I came over some code that used the forall construct to update rows in a large table. Quite a few rows were updated and the batch took some time to complete. Usually, using forall is a good idea, but sometimes other constructs can perform better.

Using the forall-construct can often reduce the overhead when going between the PL/SQL and the SQL enging in Oracle. There’s one context switch with an array of parameters and the given statement is re-executed for each and every value in the array. This can be a very good thing, given that the context switch between PL/SQL and SQL is the main contributor to the processing time.

It is however important to note that the statement is being executed once for every bind-value in the array. This will in reality lead to a form of row-by-row processing. To illustrate the concept, I’ve created a simplified case with two tables. One to be updated and the other one with id of rows to be updated. I’ve deliberately omitted an index in the first table to make the case even clearer.
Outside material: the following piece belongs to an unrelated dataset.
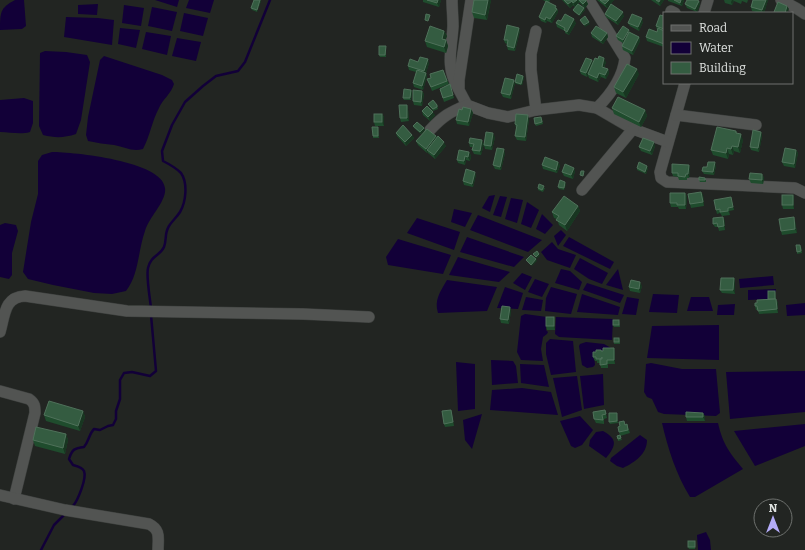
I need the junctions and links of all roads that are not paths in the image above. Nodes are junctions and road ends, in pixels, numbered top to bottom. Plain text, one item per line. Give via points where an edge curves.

So – setting up the tables and filling in some data to make them ready. I’ve set the filling of the blocks low to make it take some more space:

drop table t1 purge;

create table t1
(
    id   number,
    text varchar2(50)
)
    pctfree 95;

drop table t2 purge;

create table t2
(
    id number
);

begin
    insert into t1
    select rownum, 'first text'
    from dual
    connect by level <= 100000;

    insert into t2
    select id
    from t1 sample (1); -- sampling ~1 percent of the rows

    commit;
end;

select count(*)
from t2 t;

COUNT(*)
1013

So – now let’s try do update the rows in T1, based on the ids in T2:

declare
    type t_id_table is table of t1.id%type;
    l_id_table t_id_table := t_id_table();
begin
    select id bulk collect
    into l_id_table
    from t2 t;

    forall i in l_id_table.first .. l_id_table.last
        update /*+forall*/ t1
        set t1.text = 'first edit'
        where t1.id = l_id_table(i);

    commit;
end;

completed in 7 s 984 ms

1013 updates took almost 8 seconds on my laptop. Let’s try a different, set-based approach:

begin
    update /*+noforall*/ t1
    set t1.text = 'secnd edit'
    where t1.id in (select id from t2);
    commit;
end;

completed in 104 ms

Why the big difference? Both of these have to use table scan as the search-method as T1 has no indexes. The forall has to do it once for every row, but the second one, using where … in escapes with only one table scan. A quick look in v$sql also reveals that the forall-version performs about 5,3 million consistent gets as opposed to the second one (noforall) which only uses 6.300!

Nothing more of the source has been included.